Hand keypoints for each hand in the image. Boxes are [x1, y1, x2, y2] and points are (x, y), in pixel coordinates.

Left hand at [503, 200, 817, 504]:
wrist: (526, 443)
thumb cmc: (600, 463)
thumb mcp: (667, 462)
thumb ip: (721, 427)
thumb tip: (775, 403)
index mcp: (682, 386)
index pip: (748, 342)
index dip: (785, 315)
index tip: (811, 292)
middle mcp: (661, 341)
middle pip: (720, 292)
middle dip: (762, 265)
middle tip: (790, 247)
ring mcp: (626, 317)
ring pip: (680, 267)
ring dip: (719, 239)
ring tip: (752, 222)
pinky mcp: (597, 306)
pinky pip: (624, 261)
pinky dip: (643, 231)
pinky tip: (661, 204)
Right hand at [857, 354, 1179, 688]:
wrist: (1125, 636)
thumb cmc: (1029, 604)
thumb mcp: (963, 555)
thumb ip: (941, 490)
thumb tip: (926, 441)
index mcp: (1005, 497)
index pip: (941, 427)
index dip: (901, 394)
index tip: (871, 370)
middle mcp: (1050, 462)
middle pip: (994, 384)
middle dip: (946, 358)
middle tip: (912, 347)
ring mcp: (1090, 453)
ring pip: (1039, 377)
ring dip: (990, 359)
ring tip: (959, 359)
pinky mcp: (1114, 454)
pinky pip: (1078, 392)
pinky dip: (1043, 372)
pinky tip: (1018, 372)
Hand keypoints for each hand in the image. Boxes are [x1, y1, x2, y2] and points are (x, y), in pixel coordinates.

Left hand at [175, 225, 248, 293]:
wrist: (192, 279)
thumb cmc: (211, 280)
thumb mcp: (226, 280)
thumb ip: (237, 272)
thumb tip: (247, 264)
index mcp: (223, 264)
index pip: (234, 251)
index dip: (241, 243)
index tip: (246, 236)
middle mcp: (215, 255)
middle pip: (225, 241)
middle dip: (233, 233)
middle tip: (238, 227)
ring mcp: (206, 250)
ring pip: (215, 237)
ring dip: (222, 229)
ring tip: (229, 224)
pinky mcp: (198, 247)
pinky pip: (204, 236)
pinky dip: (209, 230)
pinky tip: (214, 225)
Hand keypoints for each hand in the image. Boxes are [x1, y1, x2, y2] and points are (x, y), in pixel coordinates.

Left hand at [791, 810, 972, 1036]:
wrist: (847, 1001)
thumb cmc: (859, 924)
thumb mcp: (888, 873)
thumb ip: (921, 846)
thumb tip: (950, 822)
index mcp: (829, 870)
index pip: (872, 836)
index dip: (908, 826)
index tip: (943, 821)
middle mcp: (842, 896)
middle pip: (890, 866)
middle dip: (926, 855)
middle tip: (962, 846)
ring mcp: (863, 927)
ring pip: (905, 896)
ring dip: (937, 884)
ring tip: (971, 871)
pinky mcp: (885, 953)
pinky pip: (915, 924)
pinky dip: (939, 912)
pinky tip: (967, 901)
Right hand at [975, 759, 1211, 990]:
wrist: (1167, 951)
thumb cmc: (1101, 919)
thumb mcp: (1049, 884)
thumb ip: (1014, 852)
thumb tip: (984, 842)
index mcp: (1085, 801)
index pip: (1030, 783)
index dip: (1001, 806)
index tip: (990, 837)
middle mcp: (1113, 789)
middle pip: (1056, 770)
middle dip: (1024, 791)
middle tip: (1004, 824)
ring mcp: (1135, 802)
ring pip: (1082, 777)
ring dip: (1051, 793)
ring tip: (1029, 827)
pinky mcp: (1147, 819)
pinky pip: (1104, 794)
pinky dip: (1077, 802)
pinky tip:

---

Your objective
Nothing is to be left out; reproduce each record exactly.

Expected answer
Hand keypoints for each hand in the image. Boxes are [x1, y1, x2, y2] and points are (x, y), in pixel coordinates.

Left hand at [503, 200, 817, 504]:
wrist: (526, 443)
thumb cmc: (600, 463)
thumb mcp: (667, 462)
thumb ip: (721, 427)
thumb tip: (775, 403)
index mcp: (682, 386)
index pip: (748, 342)
index dip: (785, 315)
index tip: (811, 292)
middle mcp: (661, 341)
middle pip: (720, 292)
middle dip: (762, 265)
middle tip: (790, 247)
ring mcp: (626, 317)
ring pip: (680, 267)
ring dip: (719, 239)
ring tip: (752, 222)
pinky mcp: (597, 306)
pinky pip: (624, 261)
pinky dip: (643, 231)
pinky tip: (661, 204)
Right hand at [857, 354, 1179, 688]:
wrist: (1125, 636)
thumb cmc: (1029, 604)
thumb mcp: (963, 555)
thumb ip: (941, 490)
thumb tip: (926, 441)
index mcp: (1005, 497)
index pip: (941, 427)
index dip: (901, 394)
index tip: (871, 370)
middle mcp: (1050, 462)
middle pip: (994, 384)
middle dip: (946, 358)
middle tip: (912, 347)
ring mcp: (1090, 453)
ring pip: (1039, 377)
ring dip: (990, 359)
ring tip: (959, 359)
pinky mcp: (1114, 454)
pinky pip: (1078, 392)
pinky dip: (1043, 372)
pinky tip: (1018, 372)
Hand keypoints for each hand in the image. Boxes are [x1, y1, x2, y2] and points are (x, y), in pixel coordinates.

Left hand at [175, 225, 248, 293]:
wrist: (192, 279)
thumb cmc: (211, 280)
thumb mcp: (226, 280)
thumb ip: (237, 272)
thumb tip: (247, 264)
index mcp: (223, 264)
index pip: (234, 251)
index dip: (241, 243)
index tip: (246, 236)
middle mcp: (215, 255)
middle pip: (225, 241)
middle dip: (233, 233)
middle tip: (238, 227)
ring mcp: (206, 250)
ring pip: (215, 237)
ring dip: (222, 229)
ring tip: (229, 224)
pinky mcp: (198, 247)
pinky pip: (204, 236)
pinky dip: (209, 230)
pinky tip: (214, 225)
Hand keypoints for each hand in the image. Boxes are [x1, y1, x2, y2] and points are (x, y), in pixel coordinates.

Left hand at [791, 810, 972, 1036]:
wrist: (847, 1001)
thumb cmc: (859, 924)
thumb mcp: (888, 873)
thumb ip: (921, 846)
thumb tip: (950, 822)
index mcp: (829, 870)
index pip: (872, 836)
index dip: (908, 826)
index tip: (943, 821)
middle mcp: (842, 896)
middle pip: (890, 866)
middle dip: (926, 855)
middle tip: (962, 846)
ring mcp: (863, 927)
ring pip: (905, 896)
ring dip: (937, 884)
ring tip: (971, 871)
pinky mcp: (885, 953)
pinky pip: (915, 924)
pinky dip: (939, 912)
pinky tip: (967, 901)
Right hand at [975, 759, 1211, 990]:
wrist: (1167, 951)
thumb cmc: (1101, 919)
thumb mcp: (1049, 884)
thumb ip: (1014, 852)
thumb tip: (984, 842)
index mcp: (1085, 801)
index pip: (1030, 783)
index dip: (1001, 806)
index tip: (990, 837)
middle mcp: (1113, 789)
middle pip: (1056, 770)
middle dip: (1024, 791)
middle tip: (1004, 824)
ring mcp: (1135, 802)
ring pip: (1082, 777)
ring dip: (1051, 793)
ring tip: (1029, 827)
pinky mcp: (1147, 819)
pinky pip: (1104, 794)
pinky dip: (1077, 802)
pinky tip:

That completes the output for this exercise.